令和元年度南部支部新人大会準々決勝 浦和東 vs 武南
令和元年度南部支部新人大会・準々決勝(26日、惣右衛門公園会場ほか)。屈指の好カードとなった一戦は武南が2ー0で勝利して4強入りを果たし、まずは関東予選出場を確定させた。
前日の3回戦・川口東戦はチームとして練習していた形が出せなかった試合だったという。
「いま前に出ていくということをテーマにおいて練習している。昨日はうまく噛み合わず、前を向けない、ドリブルも引っかかる、ゲームの中で作れなかった」と武南・内野慎一郎監督。パスにしてもまだ練習を重ねていない中で狙いを持たない闇雲な形が目立ち、つまずいては後ろに下げる展開。「繋いでいるようには見えるけど相手にとって怖くない」攻撃に終始した。
この試合ではフォーメーション的な噛み合いもあった中で、アンカーの位置で1枚余った大谷倖輝を中心に前を向いて攻撃を展開。スコアこそ0―0だった中で前半からペースを握った。
すると後半8分にゴール前の混戦をDF竹内聖時が押し込んで先制点。さらにその1分後にはMF中込翔が仕掛けて、その落としをFW吉澤和が右足で低く鋭く突き刺してリードを広げた。
浦和東は立ち上がり、積極的にプレスをかけて武南のパスワークを分断にかかり、FW古澤将吾がドリブルでエリア内に侵入し左足で狙ったが、惜しくも枠を捉えることができなかった。
“10”を継承した吉澤和「今年1年で超えられるような存在に」。

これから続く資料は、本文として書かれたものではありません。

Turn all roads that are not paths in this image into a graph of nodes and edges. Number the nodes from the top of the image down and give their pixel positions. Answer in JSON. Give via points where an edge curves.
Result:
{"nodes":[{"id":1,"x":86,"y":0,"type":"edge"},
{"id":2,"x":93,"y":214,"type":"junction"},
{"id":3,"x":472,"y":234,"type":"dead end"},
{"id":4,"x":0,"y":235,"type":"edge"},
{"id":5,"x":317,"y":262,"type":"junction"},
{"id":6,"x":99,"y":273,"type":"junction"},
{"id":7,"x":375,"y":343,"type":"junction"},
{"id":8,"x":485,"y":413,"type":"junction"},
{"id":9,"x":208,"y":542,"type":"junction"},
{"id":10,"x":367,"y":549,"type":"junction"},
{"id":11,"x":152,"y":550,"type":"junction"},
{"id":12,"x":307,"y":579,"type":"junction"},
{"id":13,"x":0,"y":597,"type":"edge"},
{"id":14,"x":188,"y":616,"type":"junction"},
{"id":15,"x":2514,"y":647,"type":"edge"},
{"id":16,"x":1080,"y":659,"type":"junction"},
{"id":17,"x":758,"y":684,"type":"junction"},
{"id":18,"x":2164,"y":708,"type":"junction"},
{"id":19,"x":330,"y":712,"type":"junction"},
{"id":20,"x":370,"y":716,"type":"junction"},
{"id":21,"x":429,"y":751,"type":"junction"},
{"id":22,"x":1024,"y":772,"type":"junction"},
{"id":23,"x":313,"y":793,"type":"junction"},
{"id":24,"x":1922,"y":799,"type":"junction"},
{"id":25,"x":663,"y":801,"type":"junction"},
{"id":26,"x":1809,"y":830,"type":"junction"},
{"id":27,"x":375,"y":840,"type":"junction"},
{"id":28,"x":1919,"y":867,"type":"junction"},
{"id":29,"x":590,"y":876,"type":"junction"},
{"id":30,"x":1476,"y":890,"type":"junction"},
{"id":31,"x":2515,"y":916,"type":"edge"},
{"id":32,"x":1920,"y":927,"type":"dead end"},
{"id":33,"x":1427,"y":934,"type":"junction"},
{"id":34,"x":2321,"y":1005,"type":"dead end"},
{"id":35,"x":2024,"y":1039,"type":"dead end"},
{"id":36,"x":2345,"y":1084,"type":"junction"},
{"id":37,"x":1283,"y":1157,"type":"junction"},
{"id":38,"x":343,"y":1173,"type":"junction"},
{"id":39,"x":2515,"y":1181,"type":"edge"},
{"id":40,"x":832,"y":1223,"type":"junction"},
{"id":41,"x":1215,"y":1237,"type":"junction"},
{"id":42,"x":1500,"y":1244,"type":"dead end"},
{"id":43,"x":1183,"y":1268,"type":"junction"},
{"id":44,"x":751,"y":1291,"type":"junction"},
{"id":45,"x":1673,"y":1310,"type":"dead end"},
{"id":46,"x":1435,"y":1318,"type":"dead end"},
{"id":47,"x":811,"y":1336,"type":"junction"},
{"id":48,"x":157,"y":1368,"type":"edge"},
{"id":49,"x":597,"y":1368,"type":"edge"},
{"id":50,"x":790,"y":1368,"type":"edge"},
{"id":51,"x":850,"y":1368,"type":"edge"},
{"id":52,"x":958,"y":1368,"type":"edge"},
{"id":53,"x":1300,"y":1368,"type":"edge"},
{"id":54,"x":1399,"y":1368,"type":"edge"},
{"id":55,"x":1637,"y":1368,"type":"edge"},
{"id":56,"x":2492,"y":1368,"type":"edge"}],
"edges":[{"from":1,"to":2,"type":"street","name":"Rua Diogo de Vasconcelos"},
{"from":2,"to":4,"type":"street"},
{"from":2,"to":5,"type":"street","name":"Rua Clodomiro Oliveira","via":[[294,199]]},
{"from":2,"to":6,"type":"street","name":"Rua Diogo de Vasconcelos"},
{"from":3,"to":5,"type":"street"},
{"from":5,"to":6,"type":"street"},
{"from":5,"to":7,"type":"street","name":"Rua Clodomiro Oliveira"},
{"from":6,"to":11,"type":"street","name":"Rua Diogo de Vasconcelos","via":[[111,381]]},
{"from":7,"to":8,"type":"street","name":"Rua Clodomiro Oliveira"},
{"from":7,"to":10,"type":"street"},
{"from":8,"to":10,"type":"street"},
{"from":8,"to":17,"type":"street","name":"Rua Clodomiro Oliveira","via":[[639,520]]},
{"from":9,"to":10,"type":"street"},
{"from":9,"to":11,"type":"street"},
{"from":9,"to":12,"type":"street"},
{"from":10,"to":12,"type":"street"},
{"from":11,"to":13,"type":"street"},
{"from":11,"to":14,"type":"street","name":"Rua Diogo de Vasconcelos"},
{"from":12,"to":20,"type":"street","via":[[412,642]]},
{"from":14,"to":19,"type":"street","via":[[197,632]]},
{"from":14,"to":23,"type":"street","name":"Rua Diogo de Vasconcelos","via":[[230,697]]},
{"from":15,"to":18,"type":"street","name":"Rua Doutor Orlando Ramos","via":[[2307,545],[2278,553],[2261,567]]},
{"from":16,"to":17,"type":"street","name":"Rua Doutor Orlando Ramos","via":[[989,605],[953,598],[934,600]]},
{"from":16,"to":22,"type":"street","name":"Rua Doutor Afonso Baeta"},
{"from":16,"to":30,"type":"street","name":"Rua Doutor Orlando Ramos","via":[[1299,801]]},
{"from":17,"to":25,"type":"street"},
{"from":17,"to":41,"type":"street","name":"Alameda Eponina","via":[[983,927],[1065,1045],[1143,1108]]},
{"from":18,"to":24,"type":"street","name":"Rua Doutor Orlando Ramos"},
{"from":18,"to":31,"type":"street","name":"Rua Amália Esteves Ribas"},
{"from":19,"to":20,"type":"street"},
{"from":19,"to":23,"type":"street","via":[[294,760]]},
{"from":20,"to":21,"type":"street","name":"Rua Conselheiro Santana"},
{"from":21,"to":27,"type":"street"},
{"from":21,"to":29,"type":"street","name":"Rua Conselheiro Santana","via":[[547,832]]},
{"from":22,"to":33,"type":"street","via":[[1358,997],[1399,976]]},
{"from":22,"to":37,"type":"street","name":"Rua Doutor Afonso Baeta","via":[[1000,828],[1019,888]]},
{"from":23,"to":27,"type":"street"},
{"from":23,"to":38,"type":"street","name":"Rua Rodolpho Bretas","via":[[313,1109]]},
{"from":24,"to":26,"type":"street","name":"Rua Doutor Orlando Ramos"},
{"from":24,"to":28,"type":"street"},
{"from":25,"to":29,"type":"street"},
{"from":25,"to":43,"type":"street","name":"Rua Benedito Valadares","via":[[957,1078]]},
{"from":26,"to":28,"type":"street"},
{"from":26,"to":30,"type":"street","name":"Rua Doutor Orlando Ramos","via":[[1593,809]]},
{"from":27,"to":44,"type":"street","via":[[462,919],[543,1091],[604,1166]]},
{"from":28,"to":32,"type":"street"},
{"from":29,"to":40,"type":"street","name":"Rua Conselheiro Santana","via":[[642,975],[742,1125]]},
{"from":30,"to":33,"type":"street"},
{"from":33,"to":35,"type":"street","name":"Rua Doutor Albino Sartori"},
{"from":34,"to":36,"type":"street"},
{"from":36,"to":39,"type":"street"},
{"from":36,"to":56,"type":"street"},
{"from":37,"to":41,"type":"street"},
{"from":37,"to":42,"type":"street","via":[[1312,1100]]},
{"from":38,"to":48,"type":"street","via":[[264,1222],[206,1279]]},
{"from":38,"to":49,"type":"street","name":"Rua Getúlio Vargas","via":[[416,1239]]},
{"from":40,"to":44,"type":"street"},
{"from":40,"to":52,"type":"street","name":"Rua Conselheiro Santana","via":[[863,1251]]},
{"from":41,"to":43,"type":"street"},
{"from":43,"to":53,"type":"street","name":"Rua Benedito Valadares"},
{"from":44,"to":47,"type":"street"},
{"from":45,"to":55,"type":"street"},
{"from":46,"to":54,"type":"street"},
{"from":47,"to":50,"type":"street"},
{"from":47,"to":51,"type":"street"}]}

昨年エース大谷超え誓う
武南の10番・吉澤和は後半9分、味方の落としから鋭く右足を振り抜いて追加点を奪った。
「個人的には最近結果が出せていなくて、ゴールという形で結果を出すことをこの試合では一番重要視していた」という吉澤は、中込のカットインからの落としのパスに迷わずに右足を強振し勝負を決定づける2点目を決めた。「今日はスリッピーだったので低めのシュートを狙っていこうというのがありました」。ピッチではエキサイトしていた中で頭は常にクールだった。
今年は10番を継承。昨年は同じく1トップを務め、関東大会予選では7年ぶりとなる県タイトルをもたらすなど、チームの核を担ったエースストライカーの大谷涼太が背負った番号だ。
苦しい時にゴールでチームを助けたFWは目指すべき存在。「ポストもできるし、ゴールも決められるし、裏抜けもできるし、すべてできる選手だったので、大谷くんのようになりたい」。昨年はそのプレーを目で追って技術を学んだ。「すごくうまくて練習中もずっと見ていた。一緒に練習していて価値がめちゃくちゃあったし、その中で盗めたものはあった」という。
今年は同番号、同ポジションを務める中で「その存在を今年1年で超えられるような存在になっていきたい。そのためにもゴールという形でチームを勝利に導いていきたい」。前任者の存在は大きいが、そこを乗り越えて今年は自分が名門・武南のエースになっていくことを誓う。
これで川口東戦に続き、2戦連続ゴールと調子は上向きだ。「次が一番大事。今日のゴールという結果に過信せずに、自信に繋げて、またやり続けられたらと思っています」と吉澤。苦しい時こそチームを励ました前任エースのように、準決勝・浦和南戦でもゴールで勝利に導く。